Inoculations

Creator

He/Him/His

Title

Inoculations

Date

2015

Medium

Poetry

Rights

The RIT/NTID Dyer Arts Center retained rights from artists or next of kin on April 8, 2020

Text

poems by RAYMOND LUCZAK

INOCULATIONS
in memory of Bruce Hlibok (1960-1995)

Funny how much New York's changed
since you died. Rents have gone way, way up.
Brooklyn is shockingly hip and unaffordable.
Even artists starting out are getting out.
Sleeping on a sofa in the living room for over a thousand dollars a month has become just too much.
So few mom and pop shops are left.
New York's a shopping mall turned inside out.
Name a chain store, and it's there.
They are the only ones who can afford the rent. Greed's become the latest sickness.

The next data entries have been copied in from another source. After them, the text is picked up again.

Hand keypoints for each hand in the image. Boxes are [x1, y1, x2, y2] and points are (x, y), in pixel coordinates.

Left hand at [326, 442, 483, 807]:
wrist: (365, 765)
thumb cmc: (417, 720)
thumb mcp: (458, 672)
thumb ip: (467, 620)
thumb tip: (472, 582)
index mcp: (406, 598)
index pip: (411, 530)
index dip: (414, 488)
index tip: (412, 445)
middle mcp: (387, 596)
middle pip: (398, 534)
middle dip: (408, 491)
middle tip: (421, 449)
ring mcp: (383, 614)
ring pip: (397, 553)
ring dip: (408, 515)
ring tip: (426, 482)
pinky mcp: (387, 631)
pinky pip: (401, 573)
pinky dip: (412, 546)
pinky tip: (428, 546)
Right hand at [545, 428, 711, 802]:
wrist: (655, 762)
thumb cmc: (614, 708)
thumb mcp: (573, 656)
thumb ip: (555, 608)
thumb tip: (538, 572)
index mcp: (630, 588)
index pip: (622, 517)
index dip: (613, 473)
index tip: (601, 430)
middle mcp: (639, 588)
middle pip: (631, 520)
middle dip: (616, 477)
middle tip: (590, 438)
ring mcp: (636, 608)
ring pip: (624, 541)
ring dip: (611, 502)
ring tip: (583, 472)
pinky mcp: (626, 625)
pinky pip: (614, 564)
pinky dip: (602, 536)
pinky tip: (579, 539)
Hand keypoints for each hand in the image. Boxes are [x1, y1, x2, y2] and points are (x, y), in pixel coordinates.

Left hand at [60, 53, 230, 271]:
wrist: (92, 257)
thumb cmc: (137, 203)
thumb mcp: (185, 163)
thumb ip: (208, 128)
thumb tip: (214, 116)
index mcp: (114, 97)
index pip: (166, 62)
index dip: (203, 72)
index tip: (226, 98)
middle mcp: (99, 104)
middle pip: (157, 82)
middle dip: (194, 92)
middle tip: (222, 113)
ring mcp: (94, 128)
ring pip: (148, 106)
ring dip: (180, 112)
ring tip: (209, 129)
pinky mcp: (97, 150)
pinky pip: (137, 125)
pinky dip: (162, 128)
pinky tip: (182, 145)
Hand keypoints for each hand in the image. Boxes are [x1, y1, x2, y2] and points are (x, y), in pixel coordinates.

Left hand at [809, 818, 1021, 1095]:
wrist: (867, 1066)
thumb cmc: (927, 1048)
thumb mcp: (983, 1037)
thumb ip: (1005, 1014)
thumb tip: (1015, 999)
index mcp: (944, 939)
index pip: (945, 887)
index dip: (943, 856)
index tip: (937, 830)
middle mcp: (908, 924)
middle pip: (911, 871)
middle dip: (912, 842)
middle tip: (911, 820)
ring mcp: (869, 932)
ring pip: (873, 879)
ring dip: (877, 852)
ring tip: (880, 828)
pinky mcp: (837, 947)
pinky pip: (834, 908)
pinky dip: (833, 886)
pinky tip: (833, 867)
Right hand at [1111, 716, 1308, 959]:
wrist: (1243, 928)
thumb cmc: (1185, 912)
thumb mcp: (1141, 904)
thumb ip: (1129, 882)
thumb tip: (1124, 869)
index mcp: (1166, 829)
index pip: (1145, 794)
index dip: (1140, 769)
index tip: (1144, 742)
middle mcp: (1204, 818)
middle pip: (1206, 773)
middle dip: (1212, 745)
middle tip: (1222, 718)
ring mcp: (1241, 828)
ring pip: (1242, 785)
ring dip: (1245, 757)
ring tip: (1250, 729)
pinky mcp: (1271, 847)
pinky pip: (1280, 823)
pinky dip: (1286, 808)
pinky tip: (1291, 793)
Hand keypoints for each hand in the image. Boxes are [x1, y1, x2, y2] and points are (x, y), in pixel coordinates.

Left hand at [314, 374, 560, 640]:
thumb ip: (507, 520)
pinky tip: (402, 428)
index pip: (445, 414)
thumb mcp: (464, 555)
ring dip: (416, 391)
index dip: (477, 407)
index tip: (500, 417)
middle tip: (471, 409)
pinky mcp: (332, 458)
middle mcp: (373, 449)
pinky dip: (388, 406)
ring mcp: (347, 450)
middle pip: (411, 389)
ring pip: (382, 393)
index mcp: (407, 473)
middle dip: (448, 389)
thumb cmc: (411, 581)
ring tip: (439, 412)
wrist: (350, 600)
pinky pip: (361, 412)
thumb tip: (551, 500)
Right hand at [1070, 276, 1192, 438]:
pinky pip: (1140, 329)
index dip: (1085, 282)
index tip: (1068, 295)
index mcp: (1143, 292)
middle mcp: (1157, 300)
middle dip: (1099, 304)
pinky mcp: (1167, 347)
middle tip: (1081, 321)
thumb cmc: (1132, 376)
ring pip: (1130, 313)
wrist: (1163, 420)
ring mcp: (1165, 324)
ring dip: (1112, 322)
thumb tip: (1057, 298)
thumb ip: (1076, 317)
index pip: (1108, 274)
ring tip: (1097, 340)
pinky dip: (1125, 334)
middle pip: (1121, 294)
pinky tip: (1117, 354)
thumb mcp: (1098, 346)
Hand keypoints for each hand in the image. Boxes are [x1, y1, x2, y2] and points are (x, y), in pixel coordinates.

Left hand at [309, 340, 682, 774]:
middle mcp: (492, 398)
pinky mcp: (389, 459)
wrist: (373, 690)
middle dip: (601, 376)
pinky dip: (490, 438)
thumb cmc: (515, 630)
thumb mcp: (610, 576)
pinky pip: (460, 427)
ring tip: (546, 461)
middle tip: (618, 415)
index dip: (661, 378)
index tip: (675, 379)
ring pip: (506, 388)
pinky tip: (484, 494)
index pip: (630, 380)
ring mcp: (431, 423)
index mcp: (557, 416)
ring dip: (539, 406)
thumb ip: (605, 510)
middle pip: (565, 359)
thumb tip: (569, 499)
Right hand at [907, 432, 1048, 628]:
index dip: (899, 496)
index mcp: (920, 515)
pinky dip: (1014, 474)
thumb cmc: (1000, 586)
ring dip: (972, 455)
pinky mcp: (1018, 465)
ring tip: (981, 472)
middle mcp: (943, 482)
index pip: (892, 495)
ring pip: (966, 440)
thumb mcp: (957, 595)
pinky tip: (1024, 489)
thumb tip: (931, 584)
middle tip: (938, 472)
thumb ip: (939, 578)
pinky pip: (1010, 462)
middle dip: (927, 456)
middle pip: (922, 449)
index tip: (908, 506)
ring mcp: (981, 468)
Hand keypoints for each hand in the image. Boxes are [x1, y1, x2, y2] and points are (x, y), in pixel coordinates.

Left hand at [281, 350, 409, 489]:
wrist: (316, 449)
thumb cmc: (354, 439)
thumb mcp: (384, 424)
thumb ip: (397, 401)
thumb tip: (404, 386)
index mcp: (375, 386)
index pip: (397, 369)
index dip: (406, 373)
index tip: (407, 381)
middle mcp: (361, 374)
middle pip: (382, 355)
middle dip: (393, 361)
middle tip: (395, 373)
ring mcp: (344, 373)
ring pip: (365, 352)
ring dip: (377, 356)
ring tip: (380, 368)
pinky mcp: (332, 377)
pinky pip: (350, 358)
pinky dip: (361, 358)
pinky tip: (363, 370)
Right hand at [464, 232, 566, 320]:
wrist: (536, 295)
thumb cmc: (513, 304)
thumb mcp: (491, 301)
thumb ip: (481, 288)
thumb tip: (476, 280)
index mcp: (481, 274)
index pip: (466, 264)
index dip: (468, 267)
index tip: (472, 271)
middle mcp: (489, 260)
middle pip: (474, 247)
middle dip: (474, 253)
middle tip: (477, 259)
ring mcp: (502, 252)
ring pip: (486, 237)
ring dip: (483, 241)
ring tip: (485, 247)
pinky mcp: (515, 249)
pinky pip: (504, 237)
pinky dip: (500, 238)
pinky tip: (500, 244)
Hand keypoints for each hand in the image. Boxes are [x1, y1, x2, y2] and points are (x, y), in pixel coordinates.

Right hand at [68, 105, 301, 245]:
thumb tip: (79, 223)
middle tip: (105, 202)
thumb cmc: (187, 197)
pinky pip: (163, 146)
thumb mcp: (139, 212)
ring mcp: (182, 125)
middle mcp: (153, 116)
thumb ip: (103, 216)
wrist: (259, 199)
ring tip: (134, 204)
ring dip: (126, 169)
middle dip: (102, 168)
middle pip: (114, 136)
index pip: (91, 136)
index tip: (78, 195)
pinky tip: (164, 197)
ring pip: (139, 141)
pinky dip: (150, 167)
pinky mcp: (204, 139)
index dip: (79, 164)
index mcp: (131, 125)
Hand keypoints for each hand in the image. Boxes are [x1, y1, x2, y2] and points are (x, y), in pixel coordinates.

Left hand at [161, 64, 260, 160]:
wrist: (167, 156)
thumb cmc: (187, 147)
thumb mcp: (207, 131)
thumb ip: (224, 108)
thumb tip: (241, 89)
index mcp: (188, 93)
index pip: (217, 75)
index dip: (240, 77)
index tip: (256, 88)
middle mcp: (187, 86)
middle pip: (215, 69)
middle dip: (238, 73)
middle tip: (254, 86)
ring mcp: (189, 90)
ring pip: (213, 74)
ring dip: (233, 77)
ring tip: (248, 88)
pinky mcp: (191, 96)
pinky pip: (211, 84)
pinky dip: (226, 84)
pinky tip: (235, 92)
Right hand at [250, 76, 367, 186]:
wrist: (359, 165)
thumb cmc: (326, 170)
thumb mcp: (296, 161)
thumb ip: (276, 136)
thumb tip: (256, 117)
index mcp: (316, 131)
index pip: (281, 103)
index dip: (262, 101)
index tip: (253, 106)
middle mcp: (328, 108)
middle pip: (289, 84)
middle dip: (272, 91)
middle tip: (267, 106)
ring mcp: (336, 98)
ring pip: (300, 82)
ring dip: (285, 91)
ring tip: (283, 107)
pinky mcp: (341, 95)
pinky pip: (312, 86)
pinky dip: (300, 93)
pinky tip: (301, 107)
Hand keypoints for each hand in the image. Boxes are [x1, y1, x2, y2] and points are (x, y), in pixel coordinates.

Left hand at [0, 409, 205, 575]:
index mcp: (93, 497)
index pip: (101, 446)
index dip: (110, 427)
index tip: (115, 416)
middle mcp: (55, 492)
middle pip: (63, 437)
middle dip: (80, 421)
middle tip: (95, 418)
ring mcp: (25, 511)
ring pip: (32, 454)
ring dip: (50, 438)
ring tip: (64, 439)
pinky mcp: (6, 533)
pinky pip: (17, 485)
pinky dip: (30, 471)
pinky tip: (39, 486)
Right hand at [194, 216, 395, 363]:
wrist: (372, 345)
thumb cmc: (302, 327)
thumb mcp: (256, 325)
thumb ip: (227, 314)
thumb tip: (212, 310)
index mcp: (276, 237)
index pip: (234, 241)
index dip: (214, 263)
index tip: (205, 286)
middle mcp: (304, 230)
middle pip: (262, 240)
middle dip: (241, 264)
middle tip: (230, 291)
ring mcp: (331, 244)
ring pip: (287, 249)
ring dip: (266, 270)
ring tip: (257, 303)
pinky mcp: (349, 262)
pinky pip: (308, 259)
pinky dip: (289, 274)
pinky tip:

I don't speak in tongues anymore.
I speak metaphors now. It's safer.
Just in case I get accidentally infected with
what brought you down in the end,
not the AIDS thing but that other plague
of inconsolable rage you'd felt with everyone,
including me. The deaf community held you back
with their glances bordering on pox
every time you mounted a new play.
Didn't help that you came from a prominent deaf family. Today no one seems to remember you.
Are we all so easily infected to forget?

When you died, I never thought I'd leave New York, the city that you and I loved, but I have.
Even now my hands can hear you calling me back.